Si Technique du coup d’Etat explique comment « prendre » un Etat moderne, il expose également la stratégie de défense des Etats face à toute tentative de renversement arbitraire. C’est en cela qu’il est considéré comme un « traité de l’art de défendre la liberté ».Dans la révolution bolchevique de 1917, Malaparte distingue Lénine le stratège, et Trotski le tacticien. Selon lui, Lénine le stratège n’est pas indispensable au coup d’Etat, qui est l’œuvre principalement de Trotski et de ses hommes de main. Trotski qui déclare : « Pour s’emparer de l’Etat moderne, il faut une troupe d’assaut et des techniciens : des équipes d’hommes armés, commandés par des ingénieurs. » Malaparte affirme ainsi : « La clé de l’Etat, ce n’est pas l’organisation bureaucratique et politique, mais l’organisation technique, c’est-à-dire les centrales électriques, les chemins de fer, les téléphones, le port, etc. » Il explique que dans un Etat moderne, tous les instruments de répression du désordre, de la contestation, à savoir la police, l’armée, etc., sont conditionnés à faire face à des mouvements de foule, et non à protéger les point stratégiques de l’appareil d’Etat contre des unités d’assaut d’élite. Pour Malaparte, les systèmes de police ne permettent pas de protéger l’Etat contre les techniques modernes de l’insurrection. Il ajoute par la suite : « Si les communistes de tous les pays d’Europe doivent apprendre de Trotski l’art de s’emparer du pouvoir, c’est de Staline que les gouvernements libéraux doivent apprendre l’art d’assurer la défense de l’Etat contre la tactique insurrectionnelle communiste. » En effet, en 1927, Trotski veut fêter le dixième anniversaire de son coup d’Etat en remettant le couvert, en renversant Staline. Ce dernier s’attend à la tentative de coup d’Etat, et confie à Menjenski le soin de prémunir la Russie d’un nouveau renversement du pouvoir. La tactique de Menjinski ne consiste pas à défendre de l’extérieur, par un grand déploiement de forces, les édifices menacés, mais à les défendre de l’intérieur, avec une poignée d’hommes. A l’attaque invisible de Trotski, il oppose une défense invisible. Le deuxième coup d’Etat de Trotski échouera.
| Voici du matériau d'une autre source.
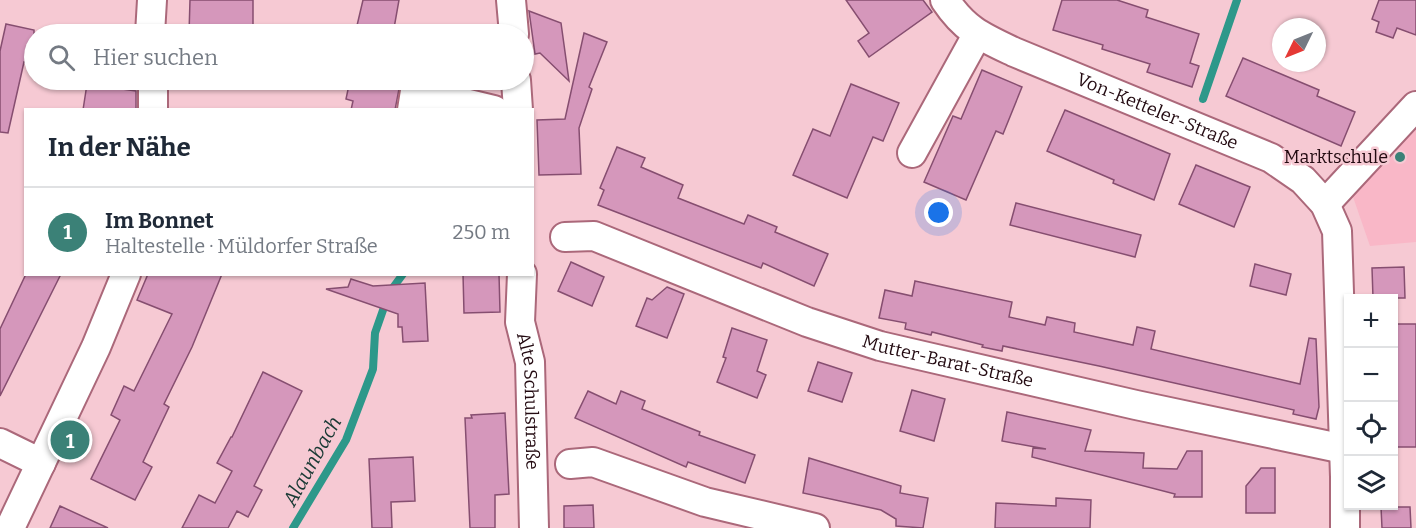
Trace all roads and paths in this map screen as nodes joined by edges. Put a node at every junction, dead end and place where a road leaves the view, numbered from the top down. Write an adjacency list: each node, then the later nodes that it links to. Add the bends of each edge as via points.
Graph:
1 (152, 0): 4 (street)
2 (511, 0): 5 (street)
3 (945, 0): 6 (street, Von-Ketteler-Straße, via 956,17)
4 (151, 24)
5 (513, 24)
6 (977, 35): 14 (street); 15 (street, Von-Ketteler-Straße, via 1271,158 1303,180)
7 (153, 90): 10 (street)
8 (517, 90): 13 (street)
9 (1416, 106): 15 (street)
10 (153, 108)
11 (411, 108): 12 (street, via 415,91)
12 (486, 108)
13 (518, 108)
14 (912, 153)
15 (1325, 204): 20 (street, Von-Ketteler-Straße, via 1337,231)
16 (565, 237): 20 (street, Mutter-Barat-Straße, via 594,236 807,322 880,346)
17 (125, 276): 22 (street)
18 (522, 276): 25 (street, Alte Schulstraße, via 520,322 530,362)
19 (0, 443): 22 (street)
20 (1344, 449)
21 (1344, 456): 27 (street, Von-Ketteler-Straße)
22 (41, 463): 24 (street)
23 (570, 464): 26 (street, via 592,462 705,502)
24 (10, 528)
25 (534, 528)
26 (814, 528)
27 (1345, 528)

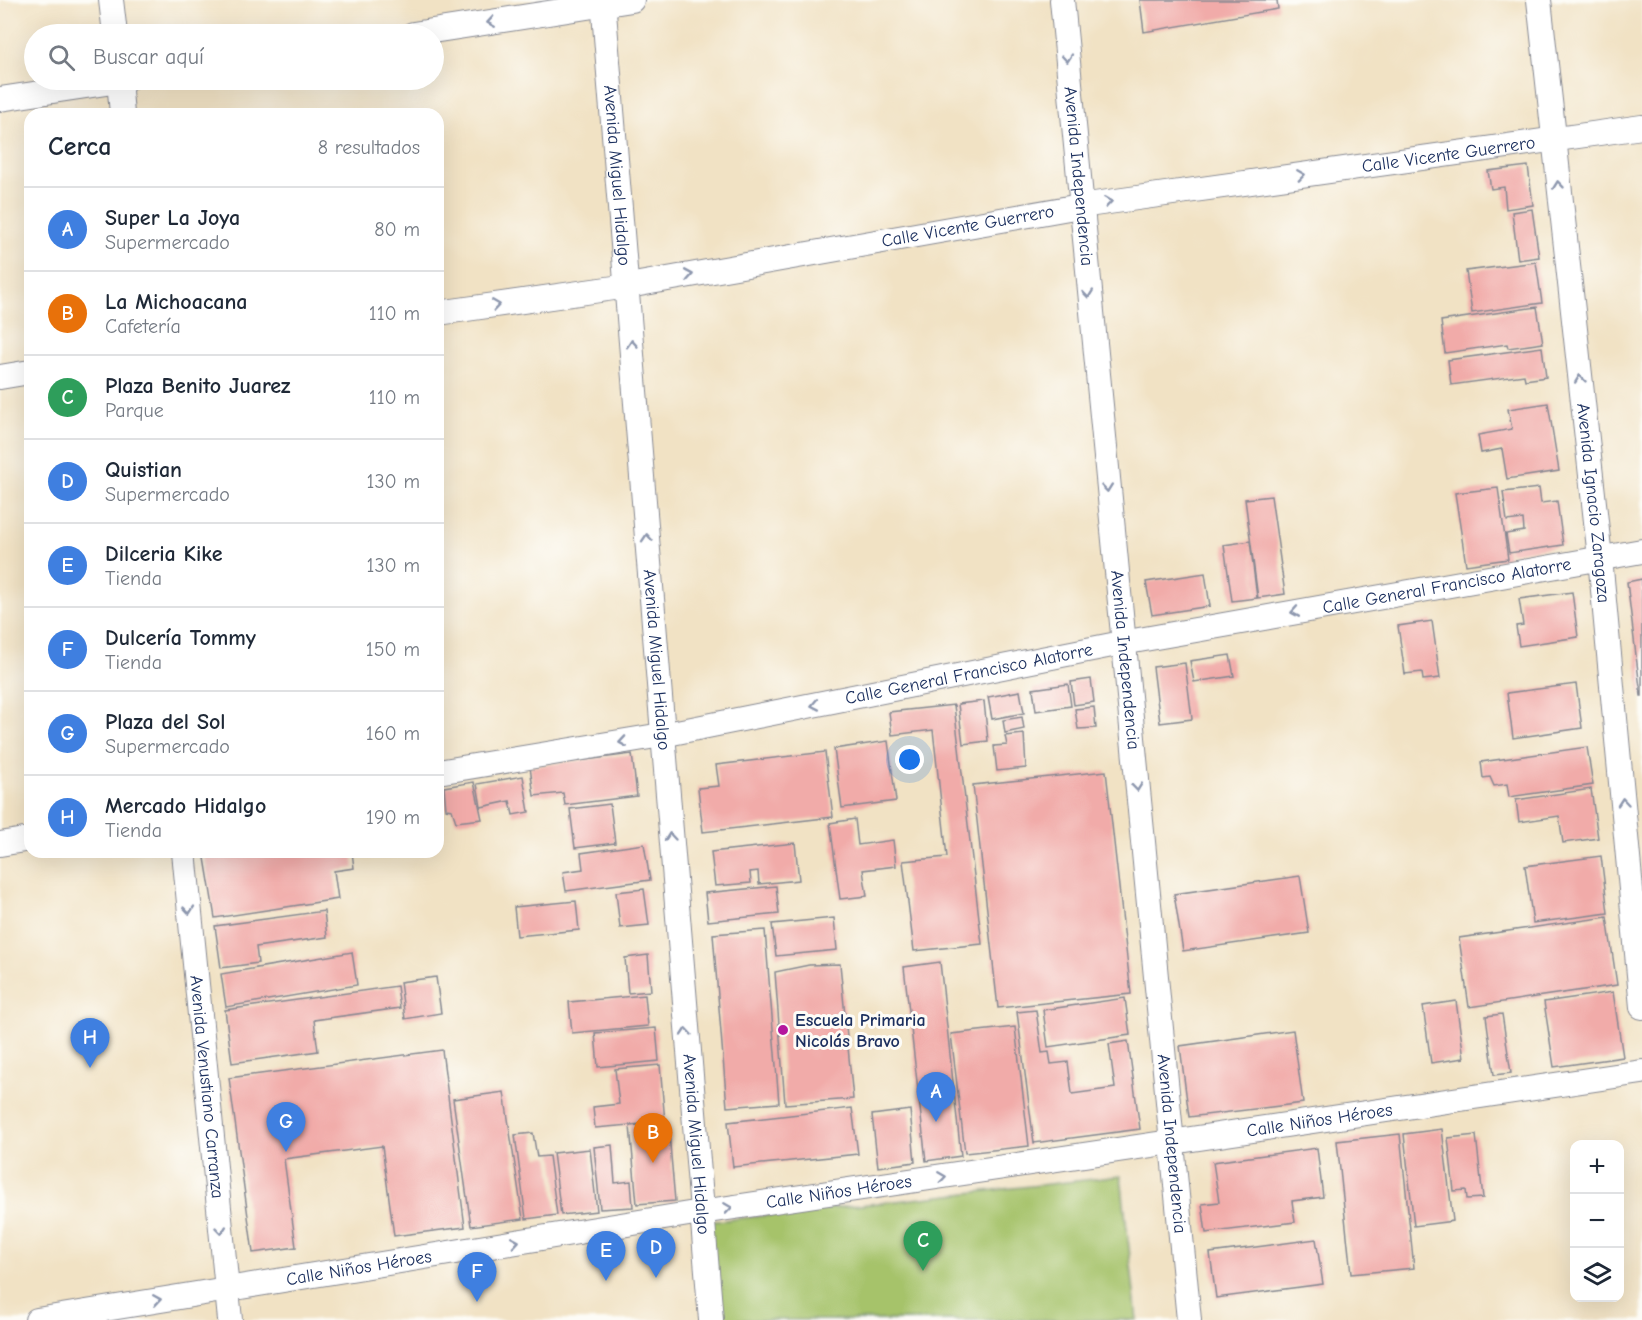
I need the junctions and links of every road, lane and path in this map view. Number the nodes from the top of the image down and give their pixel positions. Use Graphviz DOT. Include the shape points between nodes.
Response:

Malaparte explique l’échec du coup d’Etat de Kapp en Allemagne en 1920 par sa non compréhension de la technique d’insurrection moderne : « L’incapacité de la bourgeoisie à défendre l’Etat était compensée par l’incapacité des partis révolutionnaires à opposer une tactique offensive moderne à la méthode défensive désuète des gouvernements, à opposer aux mesures de police une technique révolutionnaire. » Il s’attache aussi à distinguer la sédition communiste de la sédition fasciste. Il s’appuie pour ce faire sur l’exemple de la tactique de Mussolini. Il explique ainsi : « En prévision de l’action insurrectionnelle pour la conquête de l’Etat, il était nécessaire de déblayer le terrain de toutes les forces organisées (qu’elles fussent de gauche, de droite ou du centre), susceptibles soit de fournir un appui au gouvernement, soit d’entraver le fascisme dans la phase déterminante de l’insurrection et de lui couper les jarrets au moment décisif du coup d’Etat. » En gros, le parti fasciste doit seul occuper le champ de l’organisation civile de la société.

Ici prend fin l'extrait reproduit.